El uso por parte del presidente Clinton de una orden ejecutiva para rescatar a México de su crisis de deuda después de que el Congreso no se apropiara del dinero entra de lleno en la tradición autoritaria de dirigir el país por decreto, un proceso que se aceleró con su sucesor George Bush (de acuerdo con las tendencias generales de las administraciones republicanas en particular). El segundo Bush llevó este desprecio por la democracia y la ley aún más lejos. Su administración ha intentado hacer retroceder también numerosas libertades y derechos básicos. Ha tratado de despojar a las personas acusadas de delitos de derechos que se remontan a la Carta Magna en la jurisprudencia angloamericana: eliminación de la presunción de inocencia, mantener a los sospechosos en prisión indefinida, acabar con los juicios con jurado imparcial, restringir el acceso a los abogados y el conocimiento de las pruebas y los cargos contra el acusado. Ha declarado regularmente, al firmar leyes, que hará valer el derecho a ignorar las partes de las leyes con las que no esté de acuerdo. Su administración ha adoptado políticas que han ignorado la Convención de Ginebra (tachada de «pintoresca») y ha tolerado públicamente la tortura de sospechosos y prisioneros de guerra. No hace falta decir que este autoritarismo subyacente de los políticos se ve a menudo desmentido por sus palabras (un hecho obvio, que los medios de comunicación dominantes han pasado por alto, y que ha hecho que la sátira sea redundante en el caso del segundo Bush). 

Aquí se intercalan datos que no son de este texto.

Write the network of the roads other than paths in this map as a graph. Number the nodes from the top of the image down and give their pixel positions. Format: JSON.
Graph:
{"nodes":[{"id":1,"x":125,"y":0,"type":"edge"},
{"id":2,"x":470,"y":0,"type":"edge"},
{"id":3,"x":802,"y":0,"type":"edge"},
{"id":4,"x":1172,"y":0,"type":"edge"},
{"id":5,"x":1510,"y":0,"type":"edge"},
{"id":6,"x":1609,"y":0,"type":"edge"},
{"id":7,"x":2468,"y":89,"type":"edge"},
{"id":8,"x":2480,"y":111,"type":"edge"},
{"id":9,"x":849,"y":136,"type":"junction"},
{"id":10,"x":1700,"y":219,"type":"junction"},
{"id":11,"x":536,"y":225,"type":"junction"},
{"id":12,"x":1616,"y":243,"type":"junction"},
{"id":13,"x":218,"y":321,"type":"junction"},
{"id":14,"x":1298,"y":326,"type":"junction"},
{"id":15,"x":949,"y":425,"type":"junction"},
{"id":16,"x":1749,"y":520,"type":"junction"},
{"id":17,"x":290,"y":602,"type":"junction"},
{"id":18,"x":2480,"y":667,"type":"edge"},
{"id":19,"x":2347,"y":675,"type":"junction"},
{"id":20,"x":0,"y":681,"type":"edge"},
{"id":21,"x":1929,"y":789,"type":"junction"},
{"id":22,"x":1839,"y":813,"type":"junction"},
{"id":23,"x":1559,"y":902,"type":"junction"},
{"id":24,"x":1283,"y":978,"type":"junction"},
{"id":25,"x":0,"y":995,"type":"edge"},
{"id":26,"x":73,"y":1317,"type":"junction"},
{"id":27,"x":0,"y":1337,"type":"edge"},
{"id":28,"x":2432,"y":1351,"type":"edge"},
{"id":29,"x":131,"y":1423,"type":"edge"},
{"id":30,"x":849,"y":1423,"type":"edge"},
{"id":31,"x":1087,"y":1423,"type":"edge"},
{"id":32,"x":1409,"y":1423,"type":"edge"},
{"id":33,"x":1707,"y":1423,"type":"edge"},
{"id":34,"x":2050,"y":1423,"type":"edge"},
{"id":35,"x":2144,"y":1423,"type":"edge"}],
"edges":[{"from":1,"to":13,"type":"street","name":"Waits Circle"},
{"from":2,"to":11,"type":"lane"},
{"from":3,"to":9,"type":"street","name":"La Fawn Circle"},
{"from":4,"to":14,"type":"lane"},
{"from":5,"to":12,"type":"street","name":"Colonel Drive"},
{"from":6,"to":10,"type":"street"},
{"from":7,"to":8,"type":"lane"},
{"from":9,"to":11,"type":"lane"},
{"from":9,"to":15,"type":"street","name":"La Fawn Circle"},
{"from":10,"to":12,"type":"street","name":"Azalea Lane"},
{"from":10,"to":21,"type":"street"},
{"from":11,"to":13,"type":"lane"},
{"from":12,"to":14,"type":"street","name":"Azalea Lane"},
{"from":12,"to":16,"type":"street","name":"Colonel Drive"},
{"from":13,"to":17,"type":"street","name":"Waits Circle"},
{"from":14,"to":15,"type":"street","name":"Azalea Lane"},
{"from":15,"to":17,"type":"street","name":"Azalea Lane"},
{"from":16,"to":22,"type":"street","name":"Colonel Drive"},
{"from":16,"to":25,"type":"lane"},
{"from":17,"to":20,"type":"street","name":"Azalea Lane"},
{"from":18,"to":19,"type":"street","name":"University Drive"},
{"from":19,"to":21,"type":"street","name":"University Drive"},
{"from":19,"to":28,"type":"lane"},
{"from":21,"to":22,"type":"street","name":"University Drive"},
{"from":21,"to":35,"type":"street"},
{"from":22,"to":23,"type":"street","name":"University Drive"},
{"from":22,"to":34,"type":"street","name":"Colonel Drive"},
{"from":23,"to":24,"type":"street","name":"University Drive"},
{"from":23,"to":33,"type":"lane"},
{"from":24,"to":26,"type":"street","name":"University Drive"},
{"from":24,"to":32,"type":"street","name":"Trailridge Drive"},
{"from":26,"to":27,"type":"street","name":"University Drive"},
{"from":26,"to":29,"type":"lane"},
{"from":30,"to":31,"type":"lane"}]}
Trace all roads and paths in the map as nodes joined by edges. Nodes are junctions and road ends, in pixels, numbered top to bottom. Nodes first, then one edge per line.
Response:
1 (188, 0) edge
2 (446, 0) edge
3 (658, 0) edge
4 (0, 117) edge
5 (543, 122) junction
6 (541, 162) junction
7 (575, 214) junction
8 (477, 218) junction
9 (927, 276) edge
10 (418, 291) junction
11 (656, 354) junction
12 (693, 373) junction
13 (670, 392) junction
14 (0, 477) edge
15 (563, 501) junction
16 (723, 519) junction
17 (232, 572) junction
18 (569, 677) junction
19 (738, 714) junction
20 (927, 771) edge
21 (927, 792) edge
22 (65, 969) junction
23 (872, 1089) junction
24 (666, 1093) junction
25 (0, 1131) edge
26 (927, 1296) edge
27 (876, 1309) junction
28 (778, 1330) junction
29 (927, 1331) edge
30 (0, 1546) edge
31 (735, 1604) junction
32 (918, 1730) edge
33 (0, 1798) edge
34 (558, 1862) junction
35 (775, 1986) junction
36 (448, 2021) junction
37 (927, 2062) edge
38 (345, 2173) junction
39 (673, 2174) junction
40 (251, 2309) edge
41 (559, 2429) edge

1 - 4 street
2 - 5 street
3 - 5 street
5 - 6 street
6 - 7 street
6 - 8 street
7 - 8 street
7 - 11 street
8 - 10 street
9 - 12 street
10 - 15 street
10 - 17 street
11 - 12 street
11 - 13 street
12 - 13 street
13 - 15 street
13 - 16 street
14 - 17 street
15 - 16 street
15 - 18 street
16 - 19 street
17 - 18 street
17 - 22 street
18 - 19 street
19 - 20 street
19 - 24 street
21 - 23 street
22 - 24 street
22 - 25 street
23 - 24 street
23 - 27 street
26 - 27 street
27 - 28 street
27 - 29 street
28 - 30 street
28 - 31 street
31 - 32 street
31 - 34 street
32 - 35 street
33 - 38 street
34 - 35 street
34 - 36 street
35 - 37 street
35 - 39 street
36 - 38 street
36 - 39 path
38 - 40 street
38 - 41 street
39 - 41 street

No es que esta centralización de poderes haya molestado a los representantes a los que se les quita poder. Más bien al contrario. No es de extrañar, ya que bajo un líder que «garantiza el ‘orden’ -es decir, la explotación interna y la expansión externa- que el parlamento se somete a todos sus caprichos y lo arma con poderes siempre nuevos…». Esto es comprensible: todo gobierno tiene tendencia a volverse personal, ya que ese es su origen y su esencia… siempre buscará al hombre sobre el que pueda descargar las preocupaciones del gobierno y al que a su vez se someterá. Mientras confiemos a un pequeño grupo todas las prerrogativas económicas, políticas, militares, financieras e industriales con las que hoy los armamos, este pequeño grupo se inclinará necesariamente . . . a someterse a un solo jefe.» [Kropotkin, op. cit., p. 128] Por lo tanto, hay fuerzas institucionales en funcionamiento dentro de la estructura organizativa del gobierno que fomentan estas tendencias y, mientras encuentren el favor de los intereses empresariales, no serán desafiadas. 

Este es un factor clave, por supuesto. Si el aumento del autoritarismo y la concentración de la toma de decisiones perjudicaran realmente los intereses de la élite económicamente dominante, se expresaría una mayor preocupación al respecto en lo que pasa por el discurso público. Sin embargo, la reducción de los procesos democráticos encaja bien con la agenda neoliberal (y, de hecho, esta agenda depende de ella). Como señala Chomsky, «la democracia se reduce a una forma vacía» cuando los votos del público en general no tienen ningún impacto o papel en la determinación del desarrollo económico y social. En otras palabras, «las reformas neoliberales son antitéticas a la promoción de la democracia. No están diseñadas para reducir el Estado, como a menudo se afirma, sino para fortalecer las instituciones del Estado para servir aún más que antes a las necesidades de la gente sustancial». Esto ha visto «una amplia gerrymandering para impedir la competencia por los escaños en la Cámara, la más democrática de las instituciones gubernamentales y, por tanto, la más preocupante», mientras que el congreso ha sido «orientado a la aplicación de las políticas pro-empresariales» y la Casa Blanca ha sido reconstruida en sistemas de arriba hacia abajo, de manera similar a la de una corporación («En estructura, la contraparte política de una corporación es un estado totalitario»). [Op. Cit., p. 218, p. 237 y p. 238].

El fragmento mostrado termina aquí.